Kutipan pengarang besar Indonesia yang diambil dari novelnya Bumi Manusia ini baik dijadikan titik tolak untuk membahas puisi-puisi Gusty Fahik dalam Monumen Luka ini. Bumi Manusia ini pula yang dijadikan pisau bedah oleh Yoseph Yapi Taum untuk menilai 41 puisi dalam antologi Monumen Luka karya Anak Tulatudik, Kabupaten Belu tersebut.
“Monumen Luka
Sekali-kali kau cobalah kau ajak aku berziarah baik berikutnya
Ke monumen luka yang kau torehkan dulu
Sekedar membaca atau mengenang nama yang mungkin kukenal
Berbaris rapih seperti biji tasbih yang pernah kupunya.

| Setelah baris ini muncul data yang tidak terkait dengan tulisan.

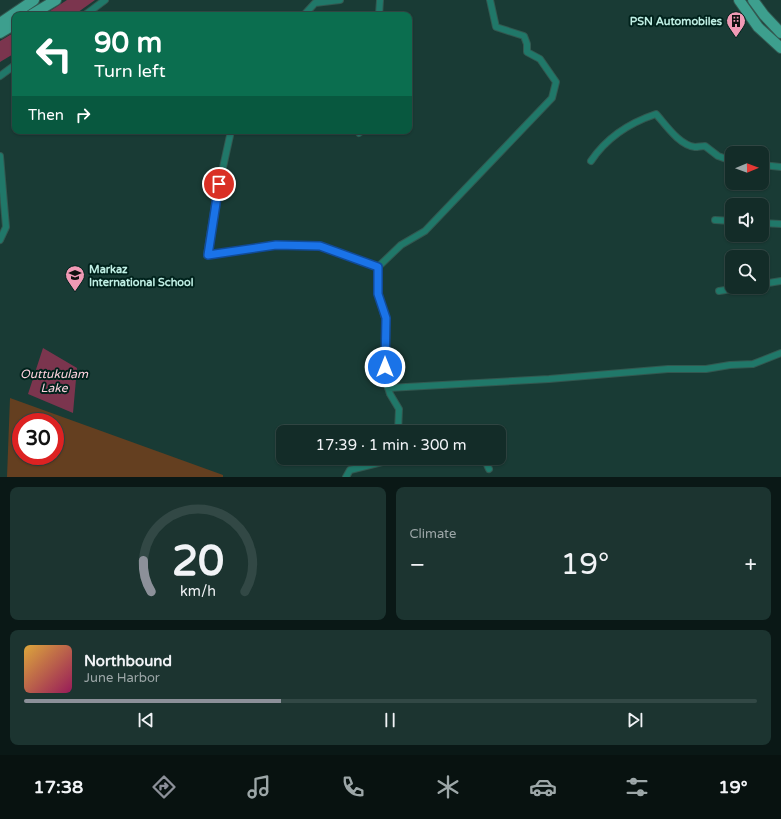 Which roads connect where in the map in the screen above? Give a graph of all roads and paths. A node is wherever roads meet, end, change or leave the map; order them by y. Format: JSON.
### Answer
{"nodes":[{"id":1,"x":34,"y":0,"type":"edge"},
{"id":2,"x":56,"y":0,"type":"edge"},
{"id":3,"x":105,"y":0,"type":"edge"},
{"id":4,"x":340,"y":0,"type":"edge"},
{"id":5,"x":380,"y":0,"type":"edge"},
{"id":6,"x":490,"y":0,"type":"edge"},
{"id":7,"x":739,"y":0,"type":"edge"},
{"id":8,"x":753,"y":0,"type":"edge"},
{"id":9,"x":15,"y":12,"type":"edge"},
{"id":10,"x":36,"y":12,"type":"edge"},
{"id":11,"x":89,"y":12,"type":"edge"},
{"id":12,"x":307,"y":12,"type":"edge"},
{"id":13,"x":379,"y":12,"type":"edge"},
{"id":14,"x":12,"y":14,"type":"edge"},
{"id":15,"x":0,"y":22,"type":"edge"},
{"id":16,"x":12,"y":26,"type":"edge"},
{"id":17,"x":0,"y":33,"type":"edge"},
{"id":18,"x":781,"y":33,"type":"edge"},
{"id":19,"x":781,"y":48,"type":"edge"},
{"id":20,"x":12,"y":67,"type":"edge"},
{"id":21,"x":0,"y":76,"type":"edge"},
{"id":22,"x":230,"y":134,"type":"edge"},
{"id":23,"x":0,"y":156,"type":"edge"},
{"id":24,"x":725,"y":158,"type":"edge"},
{"id":25,"x":591,"y":161,"type":"dead end"},
{"id":26,"x":769,"y":166,"type":"edge"},
{"id":27,"x":781,"y":167,"type":"edge"},
{"id":28,"x":715,"y":220,"type":"dead end"},
{"id":29,"x":725,"y":221,"type":"edge"},
{"id":30,"x":769,"y":223,"type":"edge"},
{"id":31,"x":781,"y":224,"type":"edge"},
{"id":32,"x":0,"y":240,"type":"edge"},
{"id":33,"x":378,"y":267,"type":"junction"},
{"id":34,"x":781,"y":281,"type":"edge"},
{"id":35,"x":769,"y":283,"type":"edge"},
{"id":36,"x":725,"y":290,"type":"edge"},
{"id":37,"x":719,"y":291,"type":"dead end"},
{"id":38,"x":781,"y":353,"type":"edge"},
{"id":39,"x":388,"y":388,"type":"junction"},
{"id":40,"x":398,"y":425,"type":"edge"},
{"id":41,"x":370,"y":465,"type":"edge"},
{"id":42,"x":487,"y":465,"type":"edge"},
{"id":43,"x":489,"y":469,"type":"dead end"},
{"id":44,"x":346,"y":477,"type":"edge"}],
"edges":[{"from":1,"to":9,"type":"main road"},
{"from":2,"to":10,"type":"main road"},
{"from":3,"to":11,"type":"street"},
{"from":4,"to":12,"type":"street"},
{"from":5,"to":13,"type":"street"},
{"from":6,"to":33,"type":"street"},
{"from":7,"to":19,"type":"main road"},
{"from":8,"to":18,"type":"main road"},
{"from":14,"to":15,"type":"main road"},
{"from":16,"to":17,"type":"main road"},
{"from":20,"to":21,"type":"street"},
{"from":22,"to":33,"type":"street"},
{"from":23,"to":32,"type":"street"},
{"from":24,"to":25,"type":"street"},
{"from":26,"to":27,"type":"street"},
{"from":28,"to":29,"type":"street"},
{"from":30,"to":31,"type":"street"},
{"from":33,"to":39,"type":"street"},
{"from":34,"to":35,"type":"street"},
{"from":36,"to":37,"type":"street"},
{"from":38,"to":39,"type":"street"},
{"from":39,"to":40,"type":"street"},
{"from":41,"to":44,"type":"street"},
{"from":42,"to":43,"type":"street"}]}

Kau bilang mereka mati pada suatu ritual
Sebagai tumbal orang-orang yang memuja kebenaran
Seperti korban bakaran anak-anak Tuhan di negeri leluhurmu
Aku tersenyum sendiri oleh kisah itu
Membayangkan kebenaran yang haus darah
Tapi tolong bawa aku ke monumen luka itu,
telah kusediakan bebatang lilin dan sekeranjang bunga
Ingin kutabur pula bulir-bulir air mataku di sana
Pada makam domba-domba korban negerimu
Meski mungkin tak ada yang kukenali nama dan parasnya,
Toh kebenaran datang selalu tanpa nama dan paras, kan?
Monumen Luka bercerita tetang anak-anak manusia “yang mati pada suatu ritual” (jahat) yang dibantai orang-orang (yang merasa benar) “orang-orang yang memuja kebenaran.”